C. Review of Patient #5's clinical record showed two "An Important Message from Medicare About Your Rights" forms in the record. One form was signed but not dated. The other form was not signed or dated. It could not be determined if the patient received "An Important Message from Medicare About Your Rights" within 48 hours of admission. There was no evidence the patient received "An Important Message from Medicare About Your Rights" prior to discharge from the facility.
D. Review of Patient #6's clinical record showed the patient was admitted on 04/18/19. There was no evidence "An Important Message from Medicare About Your Rights" was provided within 48 hours of admission.
E. Review of Patient #7's clinical record showed the patient was admitted on 07/15/19. There was no evidence "An Important Message from Medicare About Your Rights" was provided within 48 hours of admission.

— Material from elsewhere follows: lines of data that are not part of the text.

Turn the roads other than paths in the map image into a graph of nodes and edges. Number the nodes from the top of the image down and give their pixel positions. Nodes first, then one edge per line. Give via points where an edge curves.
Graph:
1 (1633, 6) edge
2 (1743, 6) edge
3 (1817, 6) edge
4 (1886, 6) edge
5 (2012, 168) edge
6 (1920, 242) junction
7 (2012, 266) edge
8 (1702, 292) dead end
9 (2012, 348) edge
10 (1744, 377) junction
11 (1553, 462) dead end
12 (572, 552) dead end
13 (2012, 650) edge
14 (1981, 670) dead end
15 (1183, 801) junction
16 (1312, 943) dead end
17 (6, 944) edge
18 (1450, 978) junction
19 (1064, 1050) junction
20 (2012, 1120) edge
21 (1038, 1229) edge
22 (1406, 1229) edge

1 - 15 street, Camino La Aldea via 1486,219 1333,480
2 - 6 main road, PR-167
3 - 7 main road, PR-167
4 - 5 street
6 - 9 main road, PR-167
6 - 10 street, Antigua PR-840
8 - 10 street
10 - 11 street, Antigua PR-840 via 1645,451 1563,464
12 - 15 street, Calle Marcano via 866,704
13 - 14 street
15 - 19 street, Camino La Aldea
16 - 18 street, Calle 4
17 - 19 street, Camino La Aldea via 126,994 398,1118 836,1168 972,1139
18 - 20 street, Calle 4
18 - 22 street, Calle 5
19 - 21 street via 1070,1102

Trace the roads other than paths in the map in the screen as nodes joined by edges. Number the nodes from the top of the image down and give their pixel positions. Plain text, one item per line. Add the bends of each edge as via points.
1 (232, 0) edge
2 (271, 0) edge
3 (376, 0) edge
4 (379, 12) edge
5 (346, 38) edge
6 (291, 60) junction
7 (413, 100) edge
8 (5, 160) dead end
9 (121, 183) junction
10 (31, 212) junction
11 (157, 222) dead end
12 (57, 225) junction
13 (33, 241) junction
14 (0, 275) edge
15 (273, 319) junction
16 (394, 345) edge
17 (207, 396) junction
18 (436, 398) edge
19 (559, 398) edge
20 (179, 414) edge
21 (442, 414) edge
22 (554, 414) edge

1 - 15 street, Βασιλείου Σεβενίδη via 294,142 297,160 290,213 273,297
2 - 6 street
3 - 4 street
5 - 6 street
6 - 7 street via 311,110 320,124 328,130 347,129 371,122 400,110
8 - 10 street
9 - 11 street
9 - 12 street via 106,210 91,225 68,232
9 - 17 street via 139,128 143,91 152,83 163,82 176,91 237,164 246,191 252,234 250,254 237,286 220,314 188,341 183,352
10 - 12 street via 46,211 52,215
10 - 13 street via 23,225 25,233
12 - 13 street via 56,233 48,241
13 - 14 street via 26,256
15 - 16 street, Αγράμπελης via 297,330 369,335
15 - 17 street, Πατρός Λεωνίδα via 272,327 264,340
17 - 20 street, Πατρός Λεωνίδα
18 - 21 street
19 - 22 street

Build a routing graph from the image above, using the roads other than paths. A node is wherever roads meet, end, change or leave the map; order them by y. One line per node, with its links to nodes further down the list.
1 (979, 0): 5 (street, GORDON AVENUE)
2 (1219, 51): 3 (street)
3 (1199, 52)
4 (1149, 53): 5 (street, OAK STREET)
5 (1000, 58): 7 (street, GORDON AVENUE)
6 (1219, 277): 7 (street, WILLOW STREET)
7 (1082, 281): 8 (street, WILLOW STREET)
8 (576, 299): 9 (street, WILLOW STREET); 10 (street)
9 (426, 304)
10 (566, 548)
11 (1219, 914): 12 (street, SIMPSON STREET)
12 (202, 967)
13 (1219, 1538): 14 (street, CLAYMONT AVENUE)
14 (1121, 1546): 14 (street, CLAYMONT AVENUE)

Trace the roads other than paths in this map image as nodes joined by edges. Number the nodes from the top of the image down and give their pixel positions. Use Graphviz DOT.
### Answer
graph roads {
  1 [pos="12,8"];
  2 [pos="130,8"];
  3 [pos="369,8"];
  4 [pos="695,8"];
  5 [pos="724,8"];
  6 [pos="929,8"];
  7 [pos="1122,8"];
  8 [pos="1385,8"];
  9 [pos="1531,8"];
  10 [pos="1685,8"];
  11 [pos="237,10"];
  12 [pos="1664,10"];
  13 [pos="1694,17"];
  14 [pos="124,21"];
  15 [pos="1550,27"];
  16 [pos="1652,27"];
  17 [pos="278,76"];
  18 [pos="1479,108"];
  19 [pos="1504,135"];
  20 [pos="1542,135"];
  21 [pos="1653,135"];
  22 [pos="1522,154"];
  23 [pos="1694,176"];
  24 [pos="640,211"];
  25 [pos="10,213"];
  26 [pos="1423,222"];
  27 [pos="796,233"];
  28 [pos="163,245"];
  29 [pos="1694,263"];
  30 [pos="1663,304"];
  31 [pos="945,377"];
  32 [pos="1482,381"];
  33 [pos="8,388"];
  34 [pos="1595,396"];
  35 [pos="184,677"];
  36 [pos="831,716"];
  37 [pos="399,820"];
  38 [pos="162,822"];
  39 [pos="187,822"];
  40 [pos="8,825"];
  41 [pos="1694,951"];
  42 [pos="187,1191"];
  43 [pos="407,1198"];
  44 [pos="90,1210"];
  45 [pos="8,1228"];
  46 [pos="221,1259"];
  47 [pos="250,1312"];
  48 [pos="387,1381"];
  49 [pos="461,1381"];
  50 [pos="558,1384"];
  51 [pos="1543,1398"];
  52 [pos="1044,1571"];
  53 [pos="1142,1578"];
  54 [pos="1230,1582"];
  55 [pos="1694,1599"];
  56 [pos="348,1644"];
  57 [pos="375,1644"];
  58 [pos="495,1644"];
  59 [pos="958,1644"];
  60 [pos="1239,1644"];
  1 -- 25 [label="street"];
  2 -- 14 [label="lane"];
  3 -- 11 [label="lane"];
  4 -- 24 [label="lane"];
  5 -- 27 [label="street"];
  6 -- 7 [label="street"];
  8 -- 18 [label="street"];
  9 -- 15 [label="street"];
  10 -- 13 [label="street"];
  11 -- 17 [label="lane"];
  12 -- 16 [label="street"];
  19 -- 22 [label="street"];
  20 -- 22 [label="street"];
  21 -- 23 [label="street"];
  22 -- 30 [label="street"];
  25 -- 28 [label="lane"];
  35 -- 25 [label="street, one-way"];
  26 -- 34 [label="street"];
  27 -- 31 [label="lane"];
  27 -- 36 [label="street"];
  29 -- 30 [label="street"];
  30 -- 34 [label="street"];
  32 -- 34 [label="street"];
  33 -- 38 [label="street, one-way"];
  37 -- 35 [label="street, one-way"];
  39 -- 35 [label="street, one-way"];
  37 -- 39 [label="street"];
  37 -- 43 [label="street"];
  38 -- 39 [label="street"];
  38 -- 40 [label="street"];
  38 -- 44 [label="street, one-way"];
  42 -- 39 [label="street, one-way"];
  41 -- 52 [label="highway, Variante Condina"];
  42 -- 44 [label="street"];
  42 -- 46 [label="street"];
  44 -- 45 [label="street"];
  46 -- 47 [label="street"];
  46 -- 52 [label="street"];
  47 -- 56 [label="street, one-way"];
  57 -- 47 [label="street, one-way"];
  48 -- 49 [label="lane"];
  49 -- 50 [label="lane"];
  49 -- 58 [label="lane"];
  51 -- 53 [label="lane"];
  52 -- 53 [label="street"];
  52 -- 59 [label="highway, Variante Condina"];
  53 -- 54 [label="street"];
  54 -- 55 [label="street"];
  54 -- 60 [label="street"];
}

F. Review of Patient #9's clinical record showed the patient was admitted on 07/23/19. There was no evidence "An Important Message from Medicare About Your Rights" was provided within 48 hours of admission.
G. Review of Patient #10's clinical record showed the patient was admitted on 07/26/19. There was no evidence "An Important Message from Medicare About Your Rights" was provided within 48 hours of admission.
H. The findings of A through G were confirmed in an interview with the Chief Nursing Officer on 07/31/19 at 10:40 AM.
Tag No.: A0118
Based on clinical record review, policy and procedure review and interview, it was determined the facility failed to include the State Agency's phone number and address on the Complaint/Grievance Process document provided to the patient/patient's representative on admission to the facility for eight of eight (#2-#10) in-patient records reviewed. The failed practice did not allow the patients to place their complaints in writing or call their complaints to the State Agency. The failed practice had the likelihood to affect all patients admitted to the facility. Findings included:
A. Record review of the facility's policy titled, "Complaint/Grievance Policy," with a revision date of 02/2019 showed the Patient Handbook, Notice of Privacy Practices, and Patient Rights and Responsibilities outline how to notify the Arkansas State Health Department if they are dissatisfied with the internal complaint/grievance investigation process and is stated: "Please note that you maintain the right to notify: Arkansas Department of Health (address and phone number provided) in addition to, or in lieu of, utilizing the hospital procedure regarding complaints."
B. Review of Patient #2-#10's clinical records on 07/31/19 showed the Complaint/Grievance Process form did not provide the State Agency's phone number or address. There was no evidence the patient/patients' representative was provided the State Agency's phone number or address to file a complaint.
C. The findings of A and B were confirmed in an interview with the Chief Nursing Officer on 07/31/19 at 10:40 AM.